= Wiltshire Publications =

Wiltshire Publications Ltd is a family-owned newspaper publisher with titles in west Wiltshire and east Somerset, England. It owns the Melksham Independent News in Melksham, White Horse News in Westbury, Frome Times in Frome and Warminster Journal in Warminster.

==Operations==
From August 2000, Wiltshire Publications printed its own newspapers after the purchase of an L&M Pacer/Linonews web offset press. A commercial printing division was set up, offering commercial printing of newspapers and other publications. As well as newspaper printing, Wiltshire Publications has undertaken commercial printing for a local supermarket group, electoral addresses for political parties and wrapping paper for a fish and chip outlet. Currently (January 2025) their newspapers are printed by Mortons of Horncastle.

===Newspapers===
The White Horse News covers Westbury and the surrounding area. As of 2018, 10,000 copies are distributed every fortnight in Westbury and the surrounding villages – Bratton, Dilton Marsh, Hawkeridge, Heywood, Westbury Leigh and Erlestoke. It has the largest circulation of any newspaper in the Westbury area, and is the only newspaper delivered to houses in the surrounding villages.

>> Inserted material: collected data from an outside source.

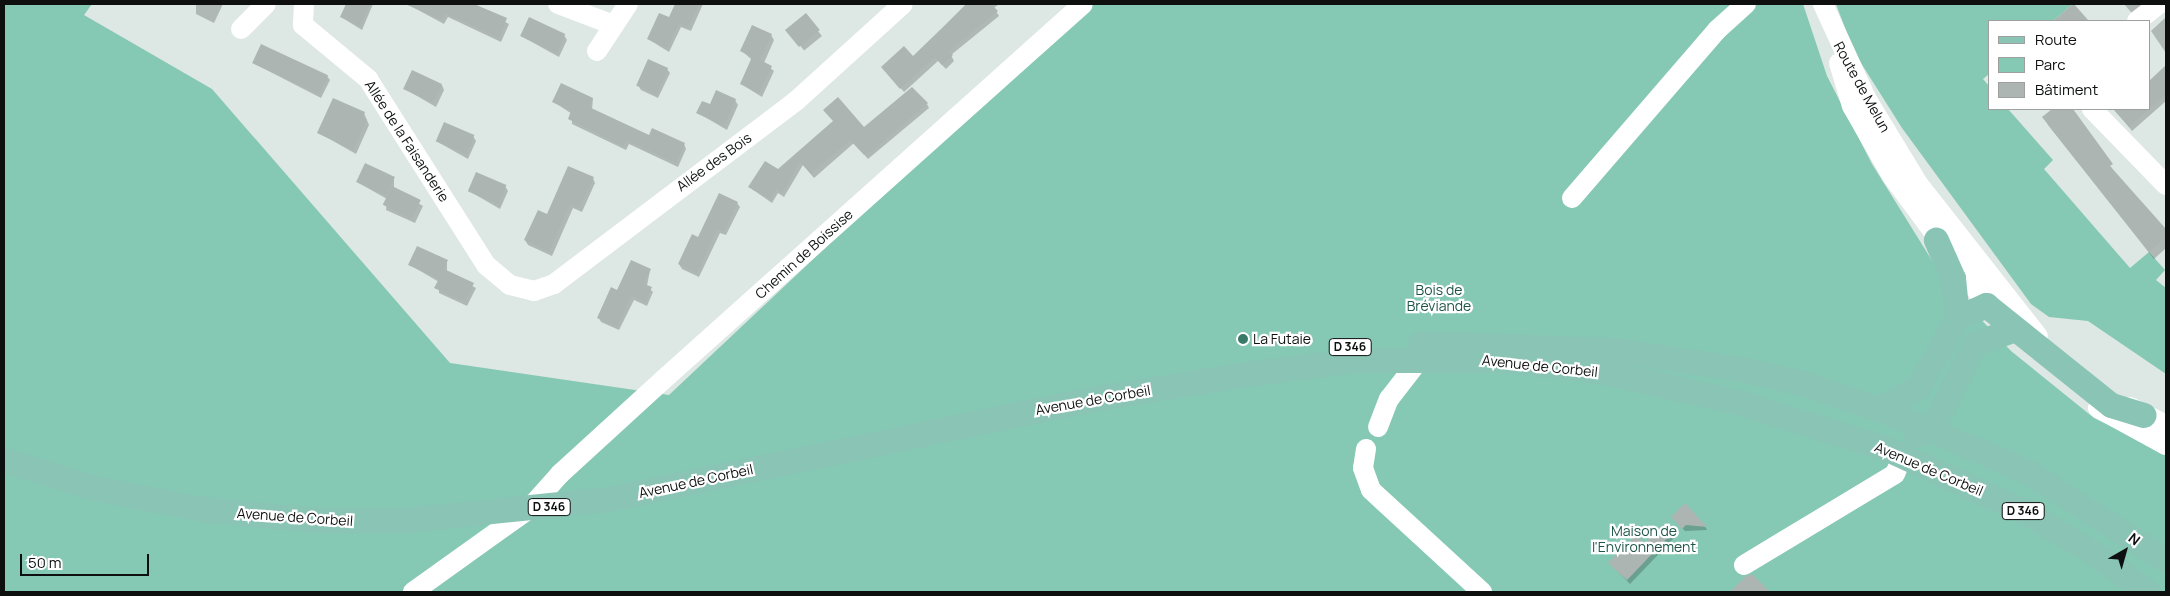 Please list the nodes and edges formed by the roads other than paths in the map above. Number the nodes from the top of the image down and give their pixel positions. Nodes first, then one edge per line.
1 (266, 4) edge
2 (300, 4) edge
3 (558, 4) edge
4 (628, 4) edge
5 (903, 4) edge
6 (1083, 4) edge
7 (1746, 4) edge
8 (1823, 4) edge
9 (2158, 4) edge
10 (2139, 20) edge
11 (611, 24) junction
12 (241, 29) dead end
13 (1835, 36) junction
14 (596, 51) dead end
15 (2093, 110) edge
16 (2166, 185) edge
17 (1572, 198) dead end
18 (1936, 240) junction
19 (510, 285) joint
20 (1993, 294) junction
21 (1957, 318) junction
22 (2009, 331) junction
23 (1974, 344) junction
24 (1420, 359) junction
25 (1918, 387) junction
26 (1950, 392) junction
27 (1091, 399) junction
28 (1879, 408) junction
29 (2143, 415) joint
30 (2166, 425) edge
31 (1378, 427) dead end
32 (1912, 435) junction
33 (2166, 445) edge
34 (1976, 447) junction
35 (1366, 448) dead end
36 (4, 460) edge
37 (528, 510) junction
38 (2166, 560) edge
39 (1744, 565) dead end
40 (413, 592) edge
41 (1482, 592) edge
42 (2148, 592) edge

1 - 12 street
2 - 19 street, Allée de la Faisanderie
3 - 11 street
4 - 11 street
5 - 19 street, Allée des Bois
6 - 37 street, Chemin de Boissise
7 - 17 street
8 - 13 street
9 - 10 street
11 - 14 street
13 - 18 street, Route de Melun
13 - 20 street, Route de Melun
15 - 16 street
18 - 20 street, Route de Melun
18 - 21 main road
20 - 21 main road
20 - 22 street
20 - 23 main road
20 - 29 main road
21 - 25 main road
22 - 23 main road
22 - 33 street
23 - 26 main road
24 - 27 main road, Avenue de Corbeil / D 346
24 - 31 street
24 - 32 main road, Avenue de Corbeil / D 346
25 - 28 main road
25 - 32 main road
26 - 32 main road
26 - 34 main road
27 - 28 main road, D 346
27 - 37 main road, Avenue de Corbeil / D 346
28 - 32 main road, D 346
29 - 30 street
32 - 34 main road, D 346
32 - 39 street
32 - 42 main road, Avenue de Corbeil / D 346
34 - 38 main road, D 346
35 - 41 street
36 - 37 main road, Avenue de Corbeil / D 346
37 - 40 street, Chemin de Boissise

The Frome Times covers the Somerset town of Frome. Over 13,400 copies are distributed fortnightly in the town and it has the largest circulation of any Frome newspaper.

The Melksham Independent News covers Melksham and the surrounding villages. The paper was printed for the first time on 2 April 1981 under the Melksham News title. It was run by Ian and Susan Drew until July 1987 when they sold the business. By 1990, Melksham News had ceased to trade and the Drews decided to return to Wiltshire and resurrect the paper, which was renamed Melksham Independent News. In 1996 and 2011, the newspaper received a Civic Award from Melksham Town Council for services to the community. As of 2018, 13,700 copies are distributed every fortnight – the largest circulation of any newspaper in the Melksham area.

In January 2025, the company acquired the Warminster Journal from Coates & Parker Ltd.